Final Answer:
The cost of laying grass in a triangular field of sides 50 and 65.65 meters at the rate of Rs. 7 per square meter is Rs. 7490. So none of the option given is correct.
Step-by-step explanation:
To find the cost of laying grass in a triangular field, we first need to calculate the area of the triangle in square meters and then multiply the area by the cost per square meter. In this case, the cost is given as Rs. 7 per square meter.
We are given two sides of the triangle: 50 meters and 65.65 meters.
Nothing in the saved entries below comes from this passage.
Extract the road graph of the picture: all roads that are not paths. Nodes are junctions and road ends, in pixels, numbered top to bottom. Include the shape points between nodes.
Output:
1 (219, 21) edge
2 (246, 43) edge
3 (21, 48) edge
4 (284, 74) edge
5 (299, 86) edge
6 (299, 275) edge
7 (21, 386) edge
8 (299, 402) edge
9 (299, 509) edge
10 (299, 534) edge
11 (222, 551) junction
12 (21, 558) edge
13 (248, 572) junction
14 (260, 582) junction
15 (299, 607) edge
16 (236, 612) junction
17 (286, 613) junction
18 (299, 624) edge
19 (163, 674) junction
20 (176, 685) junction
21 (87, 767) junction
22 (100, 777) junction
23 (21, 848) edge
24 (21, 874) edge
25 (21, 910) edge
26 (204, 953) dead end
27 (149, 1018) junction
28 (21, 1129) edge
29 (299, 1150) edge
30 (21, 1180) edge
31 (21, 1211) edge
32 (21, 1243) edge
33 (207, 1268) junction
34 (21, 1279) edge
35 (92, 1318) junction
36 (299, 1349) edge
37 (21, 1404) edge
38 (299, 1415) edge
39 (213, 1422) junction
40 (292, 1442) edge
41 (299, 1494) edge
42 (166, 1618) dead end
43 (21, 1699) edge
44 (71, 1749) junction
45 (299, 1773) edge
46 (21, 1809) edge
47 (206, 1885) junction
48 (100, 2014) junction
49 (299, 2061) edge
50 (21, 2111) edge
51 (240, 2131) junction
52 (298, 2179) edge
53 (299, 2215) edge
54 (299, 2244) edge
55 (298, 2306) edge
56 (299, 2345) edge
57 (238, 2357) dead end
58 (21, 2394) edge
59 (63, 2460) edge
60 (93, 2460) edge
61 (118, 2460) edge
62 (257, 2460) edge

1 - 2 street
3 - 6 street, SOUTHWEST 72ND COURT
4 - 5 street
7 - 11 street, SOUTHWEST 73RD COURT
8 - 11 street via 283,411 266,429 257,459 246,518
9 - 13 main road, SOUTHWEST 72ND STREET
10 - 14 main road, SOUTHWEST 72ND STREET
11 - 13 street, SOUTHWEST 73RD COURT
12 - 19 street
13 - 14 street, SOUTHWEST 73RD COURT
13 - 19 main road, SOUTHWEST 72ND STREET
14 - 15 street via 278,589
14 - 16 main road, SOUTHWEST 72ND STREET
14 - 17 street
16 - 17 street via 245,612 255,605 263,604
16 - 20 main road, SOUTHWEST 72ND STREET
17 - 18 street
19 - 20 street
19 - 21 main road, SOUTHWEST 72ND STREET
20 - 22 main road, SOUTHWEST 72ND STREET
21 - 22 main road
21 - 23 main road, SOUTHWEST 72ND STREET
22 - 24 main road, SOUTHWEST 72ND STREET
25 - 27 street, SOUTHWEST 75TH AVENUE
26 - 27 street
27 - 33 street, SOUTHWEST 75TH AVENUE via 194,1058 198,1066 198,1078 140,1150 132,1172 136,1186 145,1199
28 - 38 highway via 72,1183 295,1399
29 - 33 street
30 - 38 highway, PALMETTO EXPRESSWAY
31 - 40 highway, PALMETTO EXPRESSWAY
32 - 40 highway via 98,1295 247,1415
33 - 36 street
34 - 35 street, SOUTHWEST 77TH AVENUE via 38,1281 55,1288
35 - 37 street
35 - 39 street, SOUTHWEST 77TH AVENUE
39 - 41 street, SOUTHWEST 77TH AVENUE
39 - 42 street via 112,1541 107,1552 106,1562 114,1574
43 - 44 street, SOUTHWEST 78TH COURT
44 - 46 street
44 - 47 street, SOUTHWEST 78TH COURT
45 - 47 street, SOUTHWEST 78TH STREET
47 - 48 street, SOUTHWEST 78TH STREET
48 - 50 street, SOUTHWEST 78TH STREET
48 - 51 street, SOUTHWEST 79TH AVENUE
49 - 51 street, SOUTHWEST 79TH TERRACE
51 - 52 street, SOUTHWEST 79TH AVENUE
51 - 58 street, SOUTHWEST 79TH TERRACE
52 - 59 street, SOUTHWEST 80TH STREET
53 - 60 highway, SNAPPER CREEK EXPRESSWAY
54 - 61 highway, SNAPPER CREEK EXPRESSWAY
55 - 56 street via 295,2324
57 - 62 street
To find the area of the triangle, we would need the length of the third side if it's a scalene triangle, or if it is a right-angled triangle, we can use the two given sides as the base and height.
Since the problem doesn't specify otherwise, let's consider this triangle a right-angled triangle and assume that the side measuring 65.65 meters is the hypotenuse (the longest side of the right triangle, which is opposite the right angle).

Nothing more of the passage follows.